Investors Disappointed as Merck & Co. Sales of Januvia and Remicade Fall Short

Investors Disappointed as Merck & Co. Sales of Januvia and Remicade Fall Short May 5, 2016
By Alex Keown, BioSpace.com Breaking News Staff

NEW YORK – Merck saw lower than expected sales of its diabetes treatment Januvia and arthritis medication Remicade during the first quarter of 2016, the company announced Wednesday. Overall, sales were down about 1 percent from the same quarter a year ago, to $9.3 billion.

The disappointing trend of Januvia, a DPP-4 inhibitor used to treat type 2 diabetes, continued during the new quarter. Sales slipped about 12 percent for the drug during the fourth quarter of 2015. During the first quarter, Januvia actually saw a slight increase in sales, but it fell shy by about $30 million of Wall Street expectations, Reuters reported this morning. The culprits in Januvia’s slip seems to be SGLT-2 inhibitors, such as Eli Lilly ’s Jardiance. One of the side effects of SGLT-2 inhibitors seems to be weight loss and the lowering of systolic blood pressure, which are key issues associated with diabetes. Jardiance has shown to be highly effective at reducing the risk of the combined endpoint of cardiovascular (CV) death, non-fatal heart attack or non-fatal stroke by 14 percent when added to standard of care, in patients with type 2 diabetes. Lilly is co-developing Jardiance with Germany-based Boehringer Ingelheim. In trials the drug has shown a 38 percent reduction in cardiovascular deaths, the companies said in September.

In addition to Januvia’s failure to meet expectations, Merck’s Remicade fell short of Wall Street forecasts by $25 million. The drug generated $349 million in revenue, Reuters reported.

Disappointing figures in lynchpin products like Januvia and Remicade will likely limit near-term growth opportunities, Vamil Divan, an analysts with Credit Suisse, told Reuters.

While Januviia and Remicade did not live up to economic prognostication, Merck does have some bright spots with cancer drug Keytruda and its recently approved hepatitis C drug, Zepatier. Keytruda saw sales jump to $249 million over $83 million compared to last year. However, Reuters noted that Keytruda is lagging behind compared to Bristol-MyersOpdivo. Both drugs work by inhibiting the cellular pathway known as PD-1 protein on cells that blocks the body’s immune system from attacking cancerous cells. However, Opdivo has an advantage over Keytruda, which requires patients pass a regulatory diagnostic before being prescribed the medication. Merck’s Roger M. Perlmutter, president of Merck Research Laboratories said the company continues to accelerate the development of Keytruda with an “additional supplemental filing in head and neck cancer, and by securing a fourth Breakthrough Therapy Designation in classical Hodgkin lymphoma.”

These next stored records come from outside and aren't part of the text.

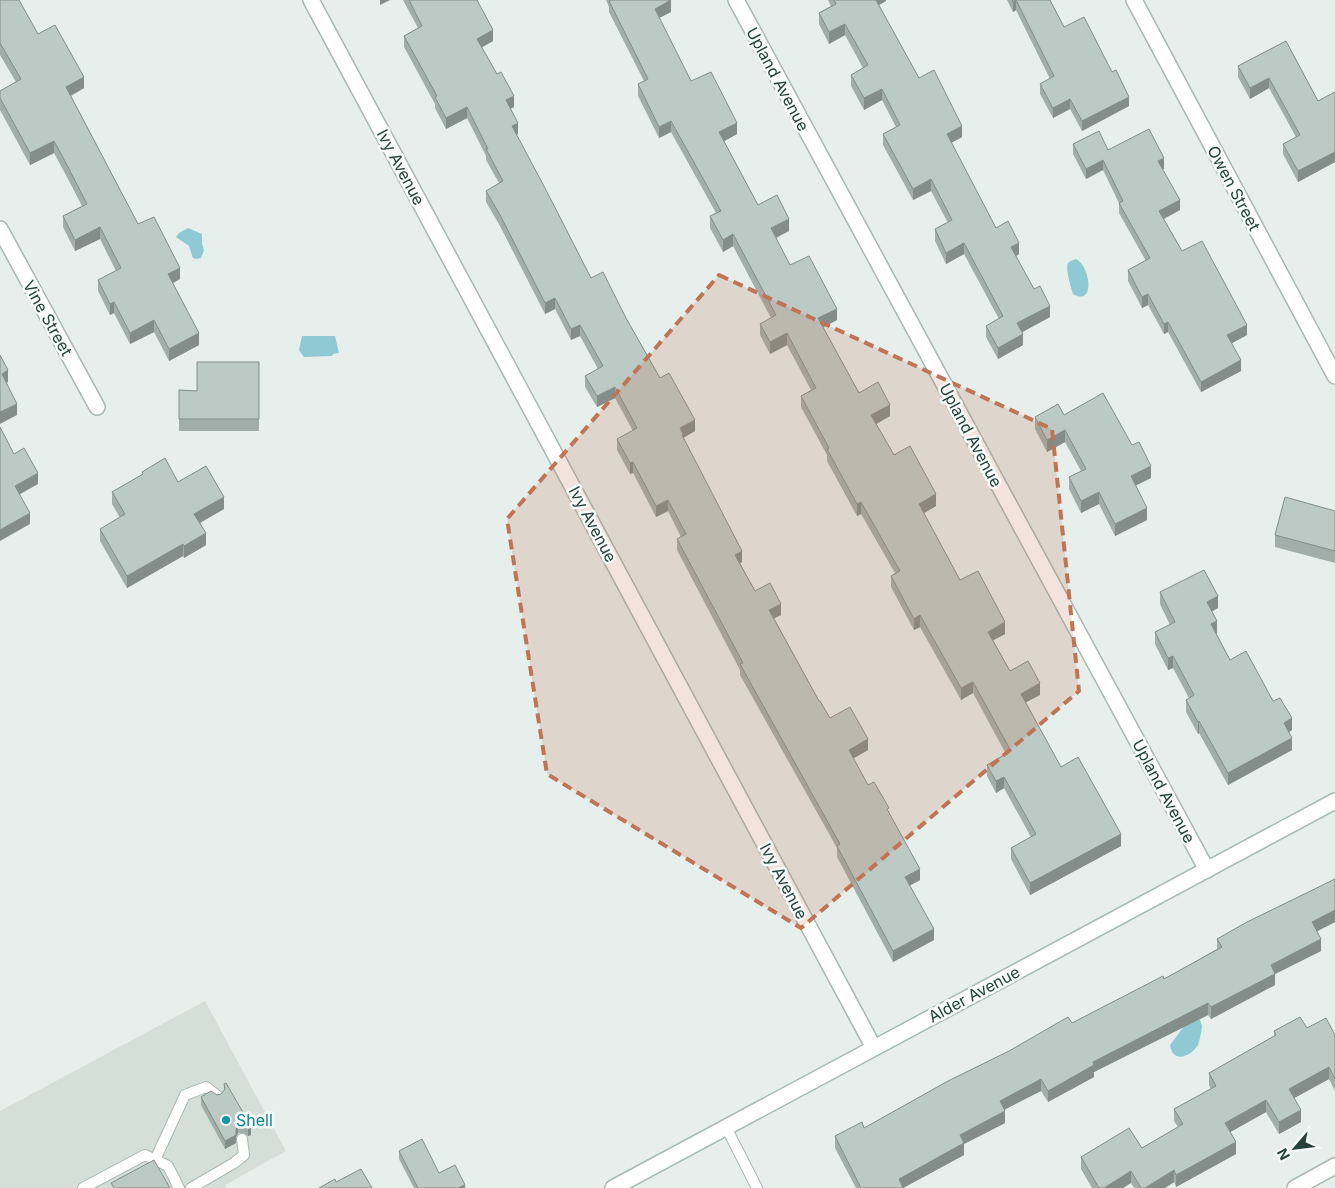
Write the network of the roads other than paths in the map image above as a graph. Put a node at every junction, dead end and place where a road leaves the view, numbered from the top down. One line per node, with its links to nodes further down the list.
1 (311, 0): 9 (street, Ivy Avenue)
2 (736, 0): 8 (street, Upland Avenue)
3 (1134, 0): 5 (street, Owen Street)
4 (0, 229): 6 (street, Vine Street)
5 (1335, 376)
6 (97, 407)
7 (1335, 801): 8 (street, Alder Avenue)
8 (1207, 870): 9 (street, Alder Avenue)
9 (874, 1048): 11 (street, Alder Avenue)
10 (218, 1096): 13 (lane)
11 (726, 1127): 18 (street, Alder Avenue); 19 (lane)
12 (242, 1139): 17 (lane)
13 (155, 1160): 15 (lane); 16 (lane)
14 (1335, 1166): 20 (street)
15 (83, 1188)
16 (179, 1188)
17 (191, 1188)
18 (613, 1188)
19 (757, 1188)
20 (1295, 1188)

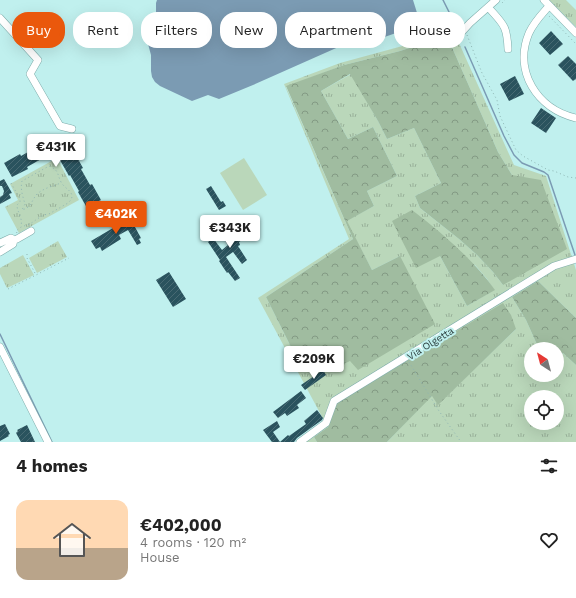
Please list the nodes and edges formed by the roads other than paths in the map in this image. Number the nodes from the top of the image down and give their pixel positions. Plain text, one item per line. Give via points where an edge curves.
1 (496, 0) edge
2 (546, 6) edge
3 (488, 7) junction
4 (0, 18) edge
5 (465, 32) edge
6 (576, 33) edge
7 (508, 49) dead end
8 (576, 118) edge
9 (72, 129) dead end
10 (32, 230) dead end
11 (17, 239) dead end
12 (0, 243) edge
13 (0, 252) edge
14 (576, 259) edge
15 (0, 347) edge
16 (48, 442) edge
17 (300, 442) edge

1 - 3 street
2 - 6 street
2 - 8 street via 527,38 524,54 527,73 534,90 546,104 560,113
3 - 5 street via 470,23
3 - 7 street via 506,30
4 - 9 street via 38,60 30,74 60,126
10 - 11 street
12 - 13 street via 11,238 14,240 14,244
14 - 17 street, Via Olgetta via 554,266 334,401 326,423
15 - 16 street

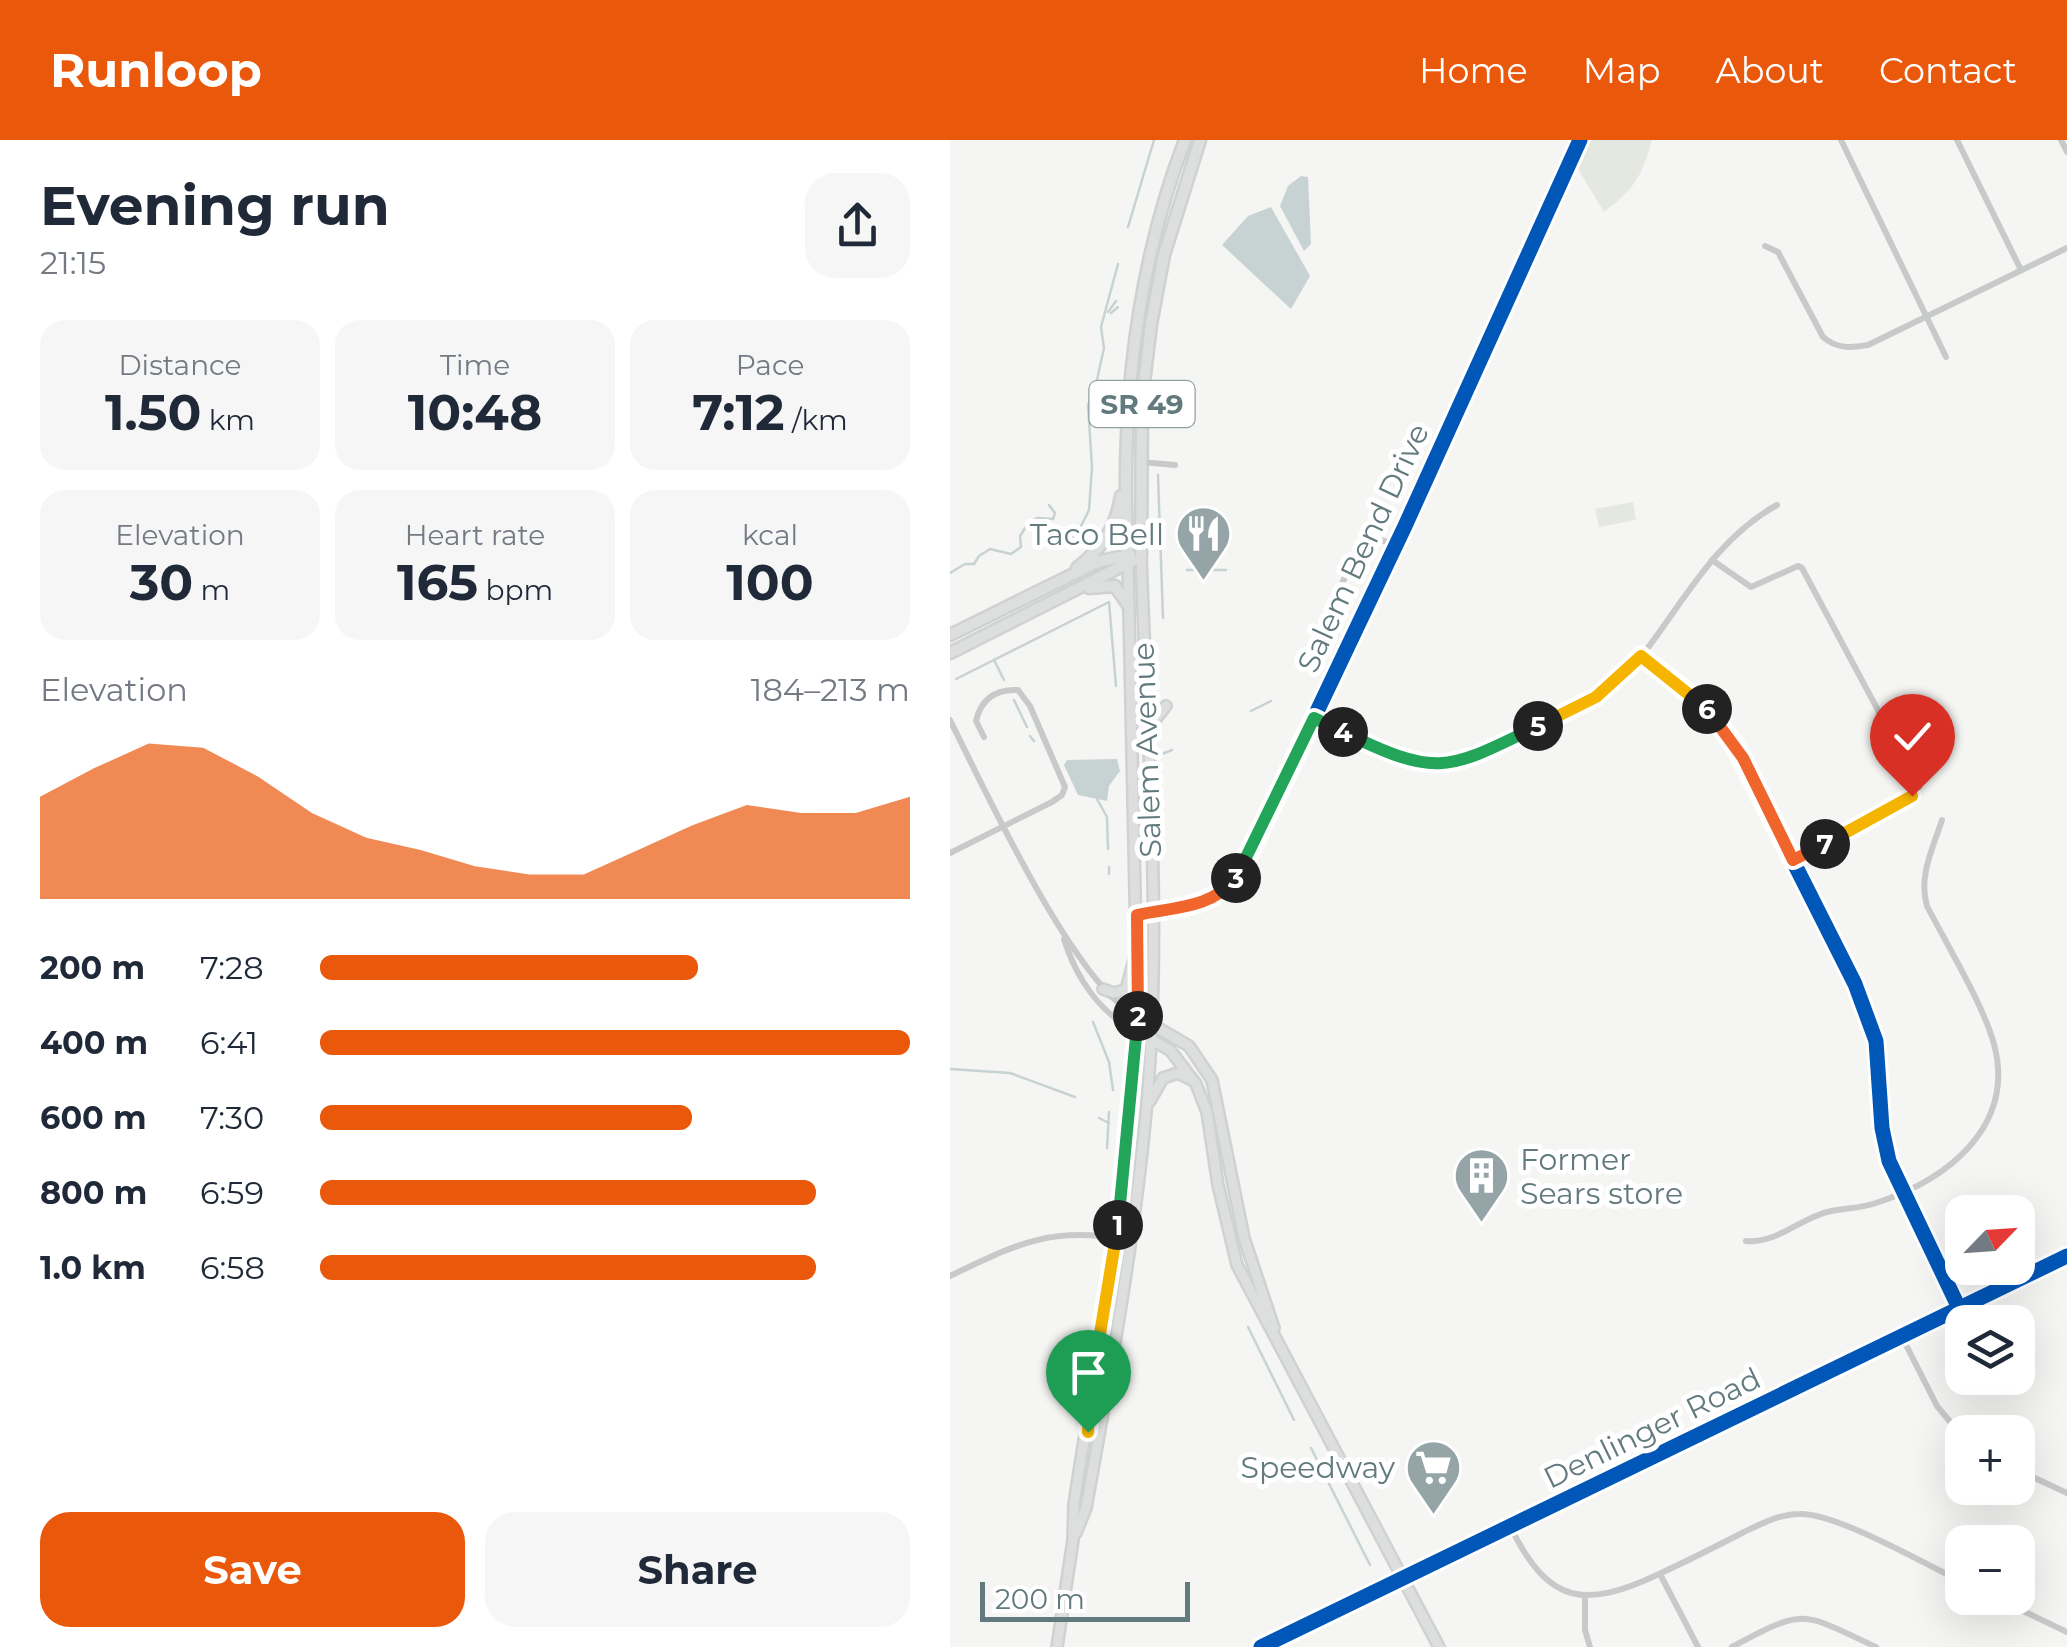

Merck’s recently approved hepatitis C drug, Zepatier was granted breakthrough therapy designation for the treatment of chronic HCV genotype 1 infection in patients with end stage renal disease on hemodialysis and for the treatment of chronic HCV genotype 4 infection. The drug could cut into Gilead Scienceshold on the hepatitis C market due to its price point, which is about $40,000 less than Gilead's Harvoni, the Motley Fool noted.

Another bright spot Merck reported was the U.S. Food and Drug Administration accepted the Biologics License Application for MK-8237, the company’s investigational house dust mite sublingual allergy immunotherapy tablet. Shares of Merck are down this morning, trading at $53.76 per share. Online investment advisory firm Zacks ranks Merck as a hold.